Puis il avait arraché la couverture du lit et Ashley avait rampé sur les draps, avant de s'allonger pour l'attendre, offerte, la masse de ses cheveux roux étalée sur la blancheur de l'oreiller, aveuglante, renversante.

Finalement, il chuchota un mot, et un seul : « Seigneur. »

Dans sa hâte de la rejoindre, il oublia son short. Il se hissa sur elle et la regarda droit dans les yeux, plongeant dans un océan de vert. Ashley l'observait à travers ses paupières mi-closes, féline, langoureuse, irrésistible...

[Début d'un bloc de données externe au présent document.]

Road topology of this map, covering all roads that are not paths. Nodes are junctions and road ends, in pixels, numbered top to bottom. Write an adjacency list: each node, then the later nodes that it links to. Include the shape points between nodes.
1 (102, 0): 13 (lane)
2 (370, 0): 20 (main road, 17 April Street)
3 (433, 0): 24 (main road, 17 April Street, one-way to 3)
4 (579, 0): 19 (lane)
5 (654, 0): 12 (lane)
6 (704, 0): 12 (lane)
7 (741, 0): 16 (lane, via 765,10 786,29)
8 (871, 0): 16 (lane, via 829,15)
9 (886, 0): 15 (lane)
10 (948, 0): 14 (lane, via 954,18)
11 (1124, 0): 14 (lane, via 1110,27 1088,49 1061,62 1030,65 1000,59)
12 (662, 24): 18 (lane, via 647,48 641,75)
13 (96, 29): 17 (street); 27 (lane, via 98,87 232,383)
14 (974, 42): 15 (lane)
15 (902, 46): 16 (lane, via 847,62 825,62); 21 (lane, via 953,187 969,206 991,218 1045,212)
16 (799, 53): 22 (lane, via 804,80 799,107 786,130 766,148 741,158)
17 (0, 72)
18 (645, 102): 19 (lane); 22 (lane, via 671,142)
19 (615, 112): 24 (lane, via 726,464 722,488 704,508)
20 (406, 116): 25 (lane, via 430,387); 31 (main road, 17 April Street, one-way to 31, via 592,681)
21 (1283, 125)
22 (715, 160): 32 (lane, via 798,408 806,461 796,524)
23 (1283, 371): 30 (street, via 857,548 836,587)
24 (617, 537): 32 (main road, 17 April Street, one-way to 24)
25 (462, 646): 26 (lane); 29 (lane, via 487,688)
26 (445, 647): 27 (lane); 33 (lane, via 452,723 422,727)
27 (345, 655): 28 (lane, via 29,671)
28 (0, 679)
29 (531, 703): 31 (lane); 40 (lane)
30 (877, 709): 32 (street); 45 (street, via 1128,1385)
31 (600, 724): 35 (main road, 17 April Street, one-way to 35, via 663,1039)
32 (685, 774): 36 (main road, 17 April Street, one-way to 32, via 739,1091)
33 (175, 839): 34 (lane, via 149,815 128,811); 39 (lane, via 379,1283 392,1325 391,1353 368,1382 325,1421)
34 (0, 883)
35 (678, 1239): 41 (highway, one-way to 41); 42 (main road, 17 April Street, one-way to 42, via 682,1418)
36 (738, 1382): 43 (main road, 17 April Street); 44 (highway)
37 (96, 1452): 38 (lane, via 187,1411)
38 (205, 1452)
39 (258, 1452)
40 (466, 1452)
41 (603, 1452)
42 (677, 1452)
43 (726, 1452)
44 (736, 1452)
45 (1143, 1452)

De ses lèvres humides, entrouvertes, s'échappait un souffle un peu court. Elle passa sa langue dessus, mais Jake ignora cet appel, conscient ou pas. Descendant le long du corps de la jeune femme, il respira la douce odeur de sa peau et, du bout de la langue, goûta sa chair depuis la vallée de ses seins jusqu'à son nombril. Elle était douce comme la soie, mais tellement chaude, tellement vivante... Plus bas encore, sa langue rencontra la dentelle noire d'un petit slip et il tira doucement sur l'élastique, avant de caresser le tissu ajouré. Il la sentit respirer plus fort. Il fit glisser le slip le long des jambes, découvrant une autre toison rouge.

Quelque chose explosa dans l'esprit de Jake, comme si la couleur l'avait traversé de part en part. Ashley plongea ses doigts dans les cheveux de son amant. Elle disait quelque chose, mais à quoi servaient les mots ? Peut-être n'étaient-ce pas des mots, d'ailleurs, juste des sons, des chuchotements, des gémissements. Elle se mouvait, arquait son corps, sinueuse, accompagnant chacune de ses caresses. Il ne sentit pas tout de suite la force avec laquelle elle s'agrippait à ses cheveux. Il était trop pris par son odeur, par son goût. Mais il perçut l'accélération de ses mouvements, la manière dont son corps se cambra quand elle atteignit la jouissance. Elle lâcha ses cheveux et Jake recouvrit son corps. Ashley avait les yeux mi-clos, de nouveau, ses longs cils jetant leur ombre sur ses joues.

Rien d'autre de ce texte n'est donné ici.